The provocative essay “How to Make a Slave” reminisces about a Black history school project on Frederick Douglass, during which the quote “You have seen how a man was made a slave; you shall see how a slave was made a man,” resonated with Walker, but was not yet understood. As a father, wrestling with when and how to explain the racial history of America to his school-aged children, the quote resurfaced, bringing new knowledge with it.
This act of reconciling the inherent humanity of Black people against the position they have been held in in American society is present in all of the essays of the collection; each deals with the effects of racism. Entries exist in dialogue with each other: Walker explores how his background—he grew up in Chicago projects—interacts with his family life and education to inform how he processes information and connects with society.

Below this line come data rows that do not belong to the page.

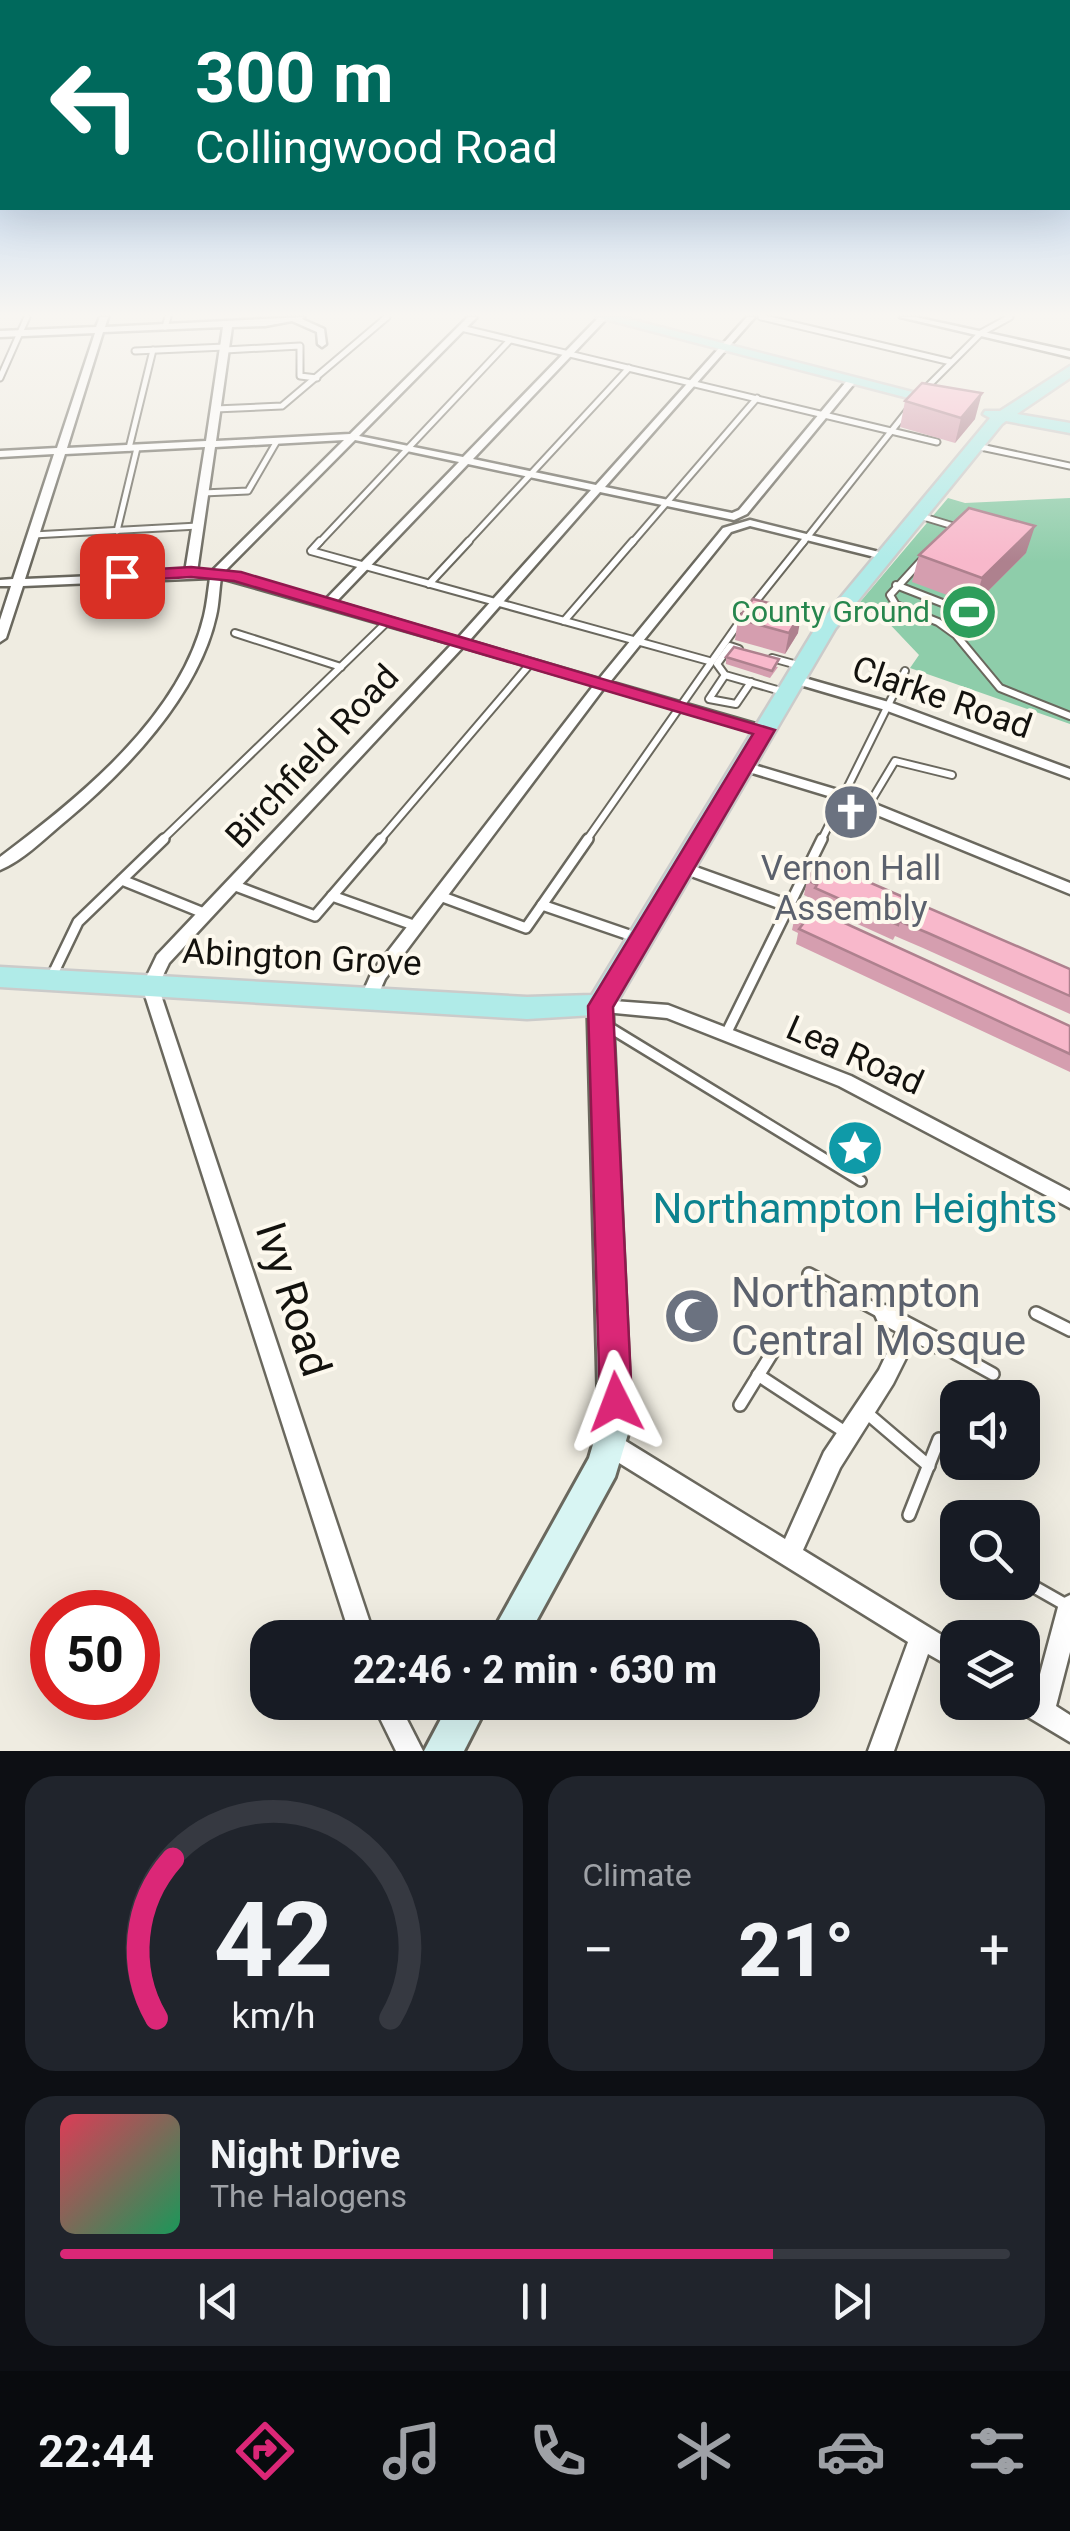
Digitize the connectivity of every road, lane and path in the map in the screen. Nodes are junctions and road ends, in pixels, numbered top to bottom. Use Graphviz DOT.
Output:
graph roads {
  1 [pos="758,398"];
  2 [pos="78,399"];
  3 [pos="143,399"];
  4 [pos="217,399"];
  5 [pos="291,399"];
  6 [pos="390,399"];
  7 [pos="455,399"];
  8 [pos="526,399"];
  9 [pos="600,399"];
  10 [pos="676,399"];
  11 [pos="761,399"];
  12 [pos="837,399"];
  13 [pos="917,399"];
  14 [pos="930,399"];
  15 [pos="1028,399"];
  16 [pos="1036,399"];
  17 [pos="215,409"];
  18 [pos="974,410"];
  19 [pos="825,414"];
  20 [pos="1000,420"];
  21 [pos="1065,427"];
  22 [pos="892,429"];
  23 [pos="352,437"];
  24 [pos="277,441"];
  25 [pos="937,442"];
  26 [pos="210,444"];
  27 [pos="976,446"];
  28 [pos="133,448"];
  29 [pos="409,448"];
  30 [pos="61,451"];
  31 [pos="0,454"];
  32 [pos="468,459"];
  33 [pos="1070,466"];
  34 [pos="532,472"];
  35 [pos="600,486"];
  36 [pos="203,493"];
  37 [pos="667,502"];
  38 [pos="917,515"];
  39 [pos="735,521"];
  40 [pos="198,526"];
  41 [pos="958,527"];
  42 [pos="116,530"];
  43 [pos="973,532"];
  44 [pos="33,535"];
  45 [pos="807,537"];
  46 [pos="943,540"];
  47 [pos="929,554"];
  48 [pos="883,556"];
  49 [pos="366,566"];
  50 [pos="191,572"];
  51 [pos="216,573"];
  52 [pos="18,582"];
  53 [pos="0,583"];
  54 [pos="429,584"];
  55 [pos="896,586"];
  56 [pos="496,603"];
  57 [pos="330,604"];
  58 [pos="945,604"];
  59 [pos="388,620"];
  60 [pos="564,622"];
  61 [pos="235,633"];
  62 [pos="0,638"];
  63 [pos="636,641"];
  64 [pos="461,642"];
  65 [pos="744,650"];
  66 [pos="759,654"];
  67 [pos="708,661"];
  68 [pos="531,662"];
  69 [pos="341,666"];
  70 [pos="905,670"];
  71 [pos="725,675"];
  72 [pos="794,679"];
  73 [pos="751,682"];
  74 [pos="602,683"];
  75 [pos="678,705"];
  76 [pos="887,706"];
  77 [pos="1070,716"];
  78 [pos="765,730"];
  79 [pos="744,766"];
  80 [pos="952,774"];
  81 [pos="1070,774"];
  82 [pos="843,796"];
  83 [pos="868,806"];
  84 [pos="0,865"];
  85 [pos="685,868"];
  86 [pos="122,880"];
  87 [pos="233,885"];
  88 [pos="1070,889"];
  89 [pos="332,896"];
  90 [pos="440,896"];
  91 [pos="790,904"];
  92 [pos="542,905"];
  93 [pos="206,914"];
  94 [pos="825,920"];
  95 [pos="416,926"];
  96 [pos="642,939"];
  97 [pos="0,977"];
  98 [pos="50,980"];
  99 [pos="150,986"];
  100 [pos="368,999"];
  101 [pos="600,1014"];
  102 [pos="726,1034"];
  103 [pos="861,1181"];
  104 [pos="1070,1200"];
  105 [pos="809,1274"];
  106 [pos="1036,1313"];
  107 [pos="884,1315"];
  108 [pos="910,1328"];
  109 [pos="1070,1330"];
  110 [pos="935,1342"];
  111 [pos="778,1345"];
  112 [pos="993,1374"];
  113 [pos="758,1375"];
  114 [pos="740,1405"];
  115 [pos="863,1410"];
  116 [pos="848,1434"];
  117 [pos="939,1439"];
  118 [pos="611,1444"];
  119 [pos="928,1466"];
  120 [pos="909,1516"];
  121 [pos="790,1554"];
  122 [pos="1040,1590"];
  123 [pos="1070,1607"];
  124 [pos="357,1620"];
  125 [pos="517,1620"];
  126 [pos="922,1637"];
  127 [pos="940,1648"];
  128 [pos="1040,1684"];
  129 [pos="1040,1710"];
  130 [pos="394,1720"];
  131 [pos="460,1720"];
  132 [pos="1070,1729"];
  133 [pos="410,1751"];
  134 [pos="444,1751"];
  135 [pos="881,1751"];
  1 -- 37 [label="lane"];
  2 -- 30 [label="street"];
  3 -- 28 [label="lane"];
  4 -- 17 [label="street"];
  5 -- 17 [label="lane"];
  6 -- 23 [label="street"];
  7 -- 29 [label="lane"];
  8 -- 32 [label="street"];
  9 -- 34 [label="lane"];
  10 -- 35 [label="street, Birchfield Road"];
  11 -- 19 [label="lane"];
  12 -- 19 [label="street"];
  13 -- 22 [label="lane"];
  14 -- 18 [label="main road"];
  15 -- 20 [label="main road"];
  16 -- 21 [label="main road"];
  17 -- 26 [label="street"];
  18 -- 20 [label="main road"];
  18 -- 20 [label="main road"];
  19 -- 22 [label="lane"];
  19 -- 39 [label="street"];
  20 -- 21 [label="main road"];
  20 -- 27 [label="main road"];
  22 -- 25 [label="lane"];
  22 -- 45 [label="lane"];
  23 -- 24 [label="street"];
  23 -- 29 [label="street"];
  23 -- 51 [label="street"];
  24 -- 26 [label="street"];
  24 -- 36 [label="lane"];
  26 -- 28 [label="street"];
  26 -- 36 [label="street"];
  27 -- 33 [label="lane"];
  27 -- 38 [label="main road"];
  28 -- 30 [label="street"];
  28 -- 42 [label="lane"];
  29 -- 32 [label="street"];
  29 -- 49 [label="lane"];
  30 -- 31 [label="street"];
  30 -- 44 [label="street"];
  32 -- 34 [label="street"];
  32 -- 49 [label="street"];
  34 -- 35 [label="street"];
  34 -- 54 [label="lane"];
  35 -- 37 [label="street"];
  35 -- 56 [label="street, Birchfield Road"];
  36 -- 40 [label="street"];
  37 -- 39 [label="street"];
  37 -- 60 [label="lane"];
  38 -- 41 [label="lane"];
  38 -- 48 [label="main road"];
  39 -- 45 [label="street"];
  39 -- 63 [label="street"];
  40 -- 42 [label="lane"];
  40 -- 50 [label="street"];
  41 -- 43 [label="lane"];
  41 -- 46 [label="lane"];
  42 -- 44 [label="lane"];
  44 -- 52 [label="street"];
  45 -- 48 [label="street"];
  45 -- 67 [label="lane"];
  47 -- 55 [label="lane"];
  48 -- 72 [label="main road"];
  49 -- 54 [label="lane"];
  49 -- 57 [label="street"];
  50 -- 51 [label="street"];
  50 -- 52 [label="street"];
  51 -- 57 [label="street"];
  51 -- 84 [label="street"];
  52 -- 53 [label="street"];
  52 -- 62 [label="street"];
  54 -- 56 [label="lane"];
  55 -- 58 [label="lane"];
  55 -- 77 [label="lane"];
  56 -- 60 [label="lane"];
  56 -- 64 [label="street, Birchfield Road"];
  57 -- 59 [label="street"];
  59 -- 64 [label="street"];
  59 -- 69 [label="lane"];
  60 -- 63 [label="lane"];
  61 -- 69 [label="lane"];
  63 -- 67 [label="lane"];
  63 -- 74 [label="street"];
  64 -- 68 [label="street"];
  64 -- 87 [label="street, Birchfield Road"];
  65 -- 71 [label="lane"];
  66 -- 72 [label="lane"];
  67 -- 75 [label="lane"];
  68 -- 74 [label="street"];
  68 -- 89 [label="lane"];
  69 -- 86 [label="lane"];
  70 -- 76 [label="lane"];
  71 -- 73 [label="lane"];
  71 -- 73 [label="lane"];
  72 -- 73 [label="lane"];
  72 -- 76 [label="street, Clarke Road"];
  72 -- 78 [label="main road"];
  74 -- 75 [label="street"];
  74 -- 90 [label="street"];
  75 -- 78 [label="street"];
  75 -- 92 [label="lane"];
  76 -- 81 [label="street, Clarke Road"];
  76 -- 82 [label="lane"];
  78 -- 79 [label="main road"];
  79 -- 82 [label="street"];
  79 -- 85 [label="main road"];
  80 -- 83 [label="lane"];
  82 -- 83 [label="street"];
  82 -- 91 [label="lane"];
  83 -- 88 [label="street"];
  85 -- 91 [label="street"];
  85 -- 96 [label="main road"];
  86 -- 93 [label="lane"];
  86 -- 98 [label="lane"];
  87 -- 89 [label="lane"];
  87 -- 93 [label="street, Birchfield Road"];
  89 -- 95 [label="lane"];
  90 -- 92 [label="lane"];
  90 -- 95 [label="street"];
  91 -- 94 [label="street"];
  91 -- 102 [label="lane"];
  92 -- 96 [label="lane"];
  93 -- 99 [label="street, Birchfield Road"];
  95 -- 100 [label="street"];
  96 -- 101 [label="main road"];
  97 -- 98 [label="main road, Abington Grove"];
  98 -- 99 [label="main road, Abington Grove"];
  99 -- 100 [label="main road, Abington Grove"];
  99 -- 124 [label="street, Ivy Road"];
  100 -- 101 [label="main road, Abington Grove"];
  101 -- 102 [label="street, Lea Road"];
  101 -- 103 [label="lane"];
  101 -- 118 [label="main road"];
  102 -- 104 [label="street, Lea Road"];
  105 -- 107 [label="lane"];
  106 -- 109 [label="lane"];
  107 -- 108 [label="street"];
  108 -- 110 [label="street"];
  108 -- 115 [label="street"];
  110 -- 112 [label="lane"];
  111 -- 113 [label="lane"];
  113 -- 114 [label="lane"];
  113 -- 116 [label="lane"];
  115 -- 116 [label="street"];
  115 -- 119 [label="lane"];
  116 -- 121 [label="street"];
  117 -- 119 [label="lane"];
  118 -- 121 [label="street"];
  118 -- 125 [label="main road"];
  119 -- 120 [label="lane"];
  121 -- 126 [label="street"];
  122 -- 123 [label="lane"];
  123 -- 128 [label="street"];
  126 -- 127 [label="street"];
  126 -- 135 [label="street"];
  129 -- 132 [label="street"];
  130 -- 133 [label="street"];
  131 -- 134 [label="main road"];
}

Some essays find the humor in awkward and uncomfortable situations. Walker attends a faculty reception and frustrates a white colleague’s husband because he doesn’t “hate all whites”. A haircut, the subject of “Kaleshion,” results in irony, deep embarrassment, and a connection to Walker’s loving yet controlling father. Other entries cover microaggressions, like having a white colleague complain about feeling threatened during a passionate debate and “lost” dinner reservations. Institutionalized racism is also a concern: in “Breathe,” a doctor says that Walker’s Black twelve-year-old son’s seizures are likely caused by syphilis, despite not having run tests that indicate the presence of the disease.
The personal essays of How to Make a Slave and Other Essays consider what was gained and lost when Walker, a Black father and academic, sought to join America’s middle class.